(Available data):
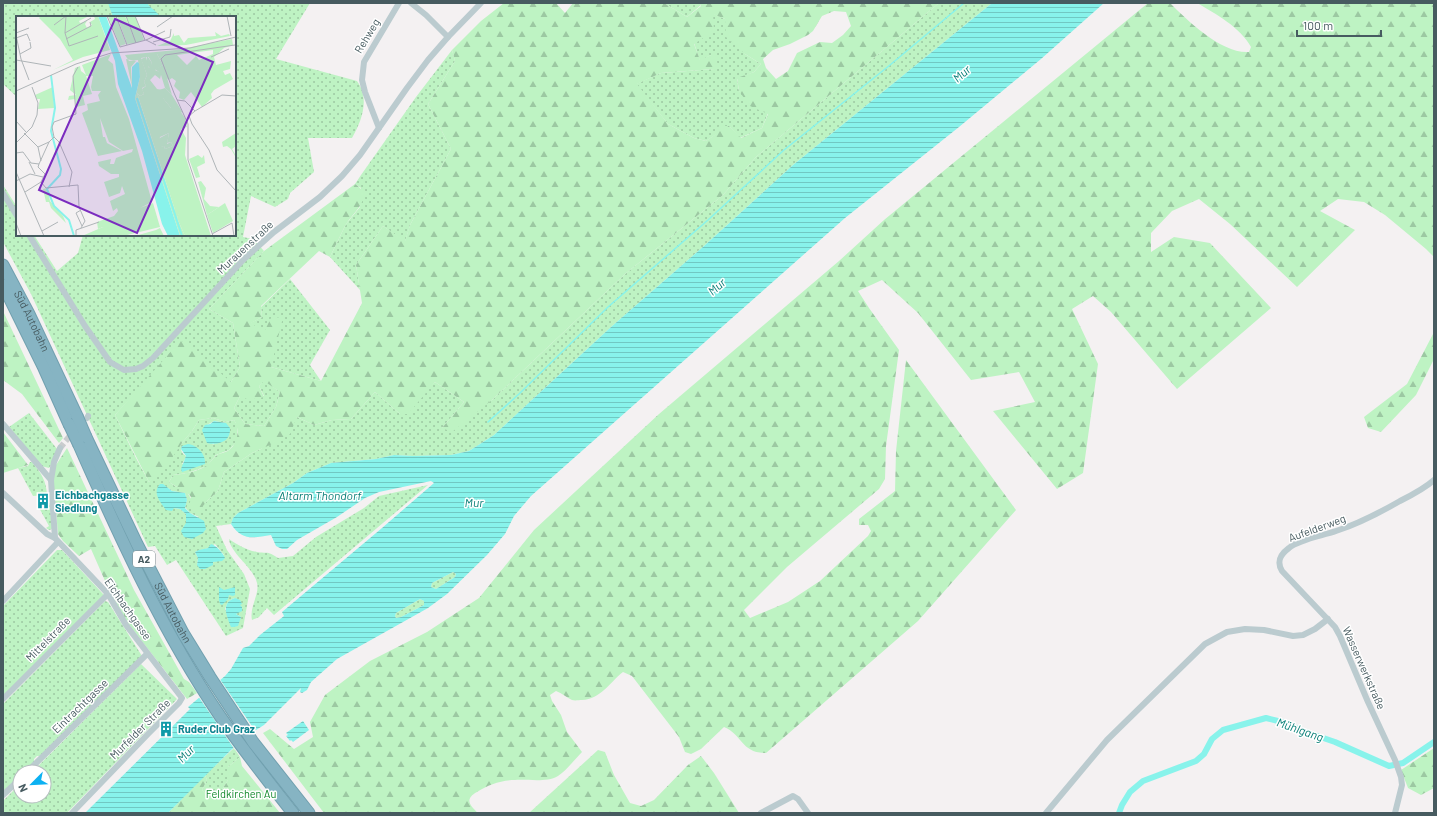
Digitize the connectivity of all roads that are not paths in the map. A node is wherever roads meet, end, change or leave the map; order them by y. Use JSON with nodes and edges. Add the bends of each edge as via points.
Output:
{"nodes":[{"id":1,"x":399,"y":3,"type":"edge"},
{"id":2,"x":411,"y":3,"type":"edge"},
{"id":3,"x":481,"y":3,"type":"edge"},
{"id":4,"x":448,"y":37,"type":"junction"},
{"id":5,"x":379,"y":128,"type":"junction"},
{"id":6,"x":3,"y":192,"type":"edge"},
{"id":7,"x":16,"y":214,"type":"edge"},
{"id":8,"x":30,"y":236,"type":"edge"},
{"id":9,"x":3,"y":265,"type":"edge"},
{"id":10,"x":3,"y":285,"type":"edge"},
{"id":11,"x":80,"y":418,"type":"junction"},
{"id":12,"x":3,"y":424,"type":"edge"},
{"id":13,"x":82,"y":441,"type":"junction"},
{"id":14,"x":60,"y":448,"type":"tunnel mouth"},
{"id":15,"x":51,"y":480,"type":"junction"},
{"id":16,"x":1434,"y":480,"type":"edge"},
{"id":17,"x":3,"y":493,"type":"edge"},
{"id":18,"x":57,"y":540,"type":"junction"},
{"id":19,"x":108,"y":594,"type":"junction"},
{"id":20,"x":3,"y":601,"type":"edge"},
{"id":21,"x":1328,"y":619,"type":"junction"},
{"id":22,"x":147,"y":654,"type":"junction"},
{"id":23,"x":3,"y":699,"type":"edge"},
{"id":24,"x":35,"y":764,"type":"edge"},
{"id":25,"x":12,"y":787,"type":"edge"},
{"id":26,"x":3,"y":795,"type":"edge"},
{"id":27,"x":72,"y":813,"type":"edge"},
{"id":28,"x":293,"y":813,"type":"edge"},
{"id":29,"x":309,"y":813,"type":"edge"},
{"id":30,"x":761,"y":813,"type":"edge"},
{"id":31,"x":808,"y":813,"type":"edge"},
{"id":32,"x":1046,"y":813,"type":"edge"},
{"id":33,"x":1394,"y":813,"type":"edge"}],
"edges":[{"from":1,"to":5,"type":"street","name":"Rehweg","via":[[364,62],[362,80]]},
{"from":2,"to":4,"type":"street"},
{"from":3,"to":4,"type":"street","name":"Murauenstraße"},
{"from":4,"to":5,"type":"street","name":"Murauenstraße"},
{"from":5,"to":8,"type":"street","name":"Murauenstraße","via":[[342,176],[243,260],[153,358],[136,369],[124,370],[110,362]]},
{"from":6,"to":7,"type":"street"},
{"from":9,"to":11,"type":"highway","name":"Süd Autobahn","number":"A2"},
{"from":10,"to":11,"type":"highway","name":"Süd Autobahn","number":"A2","via":[[43,366]]},
{"from":11,"to":13,"type":"highway","name":"Süd Autobahn","number":"A2","bridge":true},
{"from":12,"to":15,"type":"street"},
{"from":13,"to":28,"type":"highway","name":"Süd Autobahn","number":"A2","via":[[104,503],[152,601],[200,685],[244,750]]},
{"from":13,"to":29,"type":"highway","name":"Süd Autobahn","number":"A2","via":[[183,633],[253,742]]},
{"from":14,"to":15,"type":"street"},
{"from":15,"to":18,"type":"street"},
{"from":16,"to":21,"type":"street","name":"Aufelderweg","via":[[1421,490],[1366,520],[1298,543],[1280,556],[1279,566],[1282,571]]},
{"from":17,"to":18,"type":"street","name":"Eichbachgasse","via":[[47,534]]},
{"from":18,"to":19,"type":"street","name":"Eichbachgasse"},
{"from":18,"to":20,"type":"street"},
{"from":19,"to":22,"type":"street","name":"Eichbachgasse"},
{"from":19,"to":23,"type":"street","name":"Mittelstraße"},
{"from":21,"to":32,"type":"street","name":"Wasserwerkstraße","via":[[1309,633],[1298,637],[1245,629],[1227,632],[1205,644],[1107,740]]},
{"from":21,"to":33,"type":"street","name":"Wasserwerkstraße","via":[[1340,636],[1399,770],[1402,785]]},
{"from":22,"to":24,"type":"street","name":"Eintrachtgasse"},
{"from":22,"to":27,"type":"street","name":"Murfelder Straße","via":[[182,698],[181,701]]},
{"from":25,"to":26,"type":"street"},
{"from":30,"to":31,"type":"street","via":[[793,796]]}]}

(Exercise details): Return each line of the preceding material in which "junction" can be found.

(Task response):
{"id":4,"x":448,"y":37,"type":"junction"},
{"id":5,"x":379,"y":128,"type":"junction"},
{"id":11,"x":80,"y":418,"type":"junction"},
{"id":13,"x":82,"y":441,"type":"junction"},
{"id":15,"x":51,"y":480,"type":"junction"},
{"id":18,"x":57,"y":540,"type":"junction"},
{"id":19,"x":108,"y":594,"type":"junction"},
{"id":21,"x":1328,"y":619,"type":"junction"},
{"id":22,"x":147,"y":654,"type":"junction"},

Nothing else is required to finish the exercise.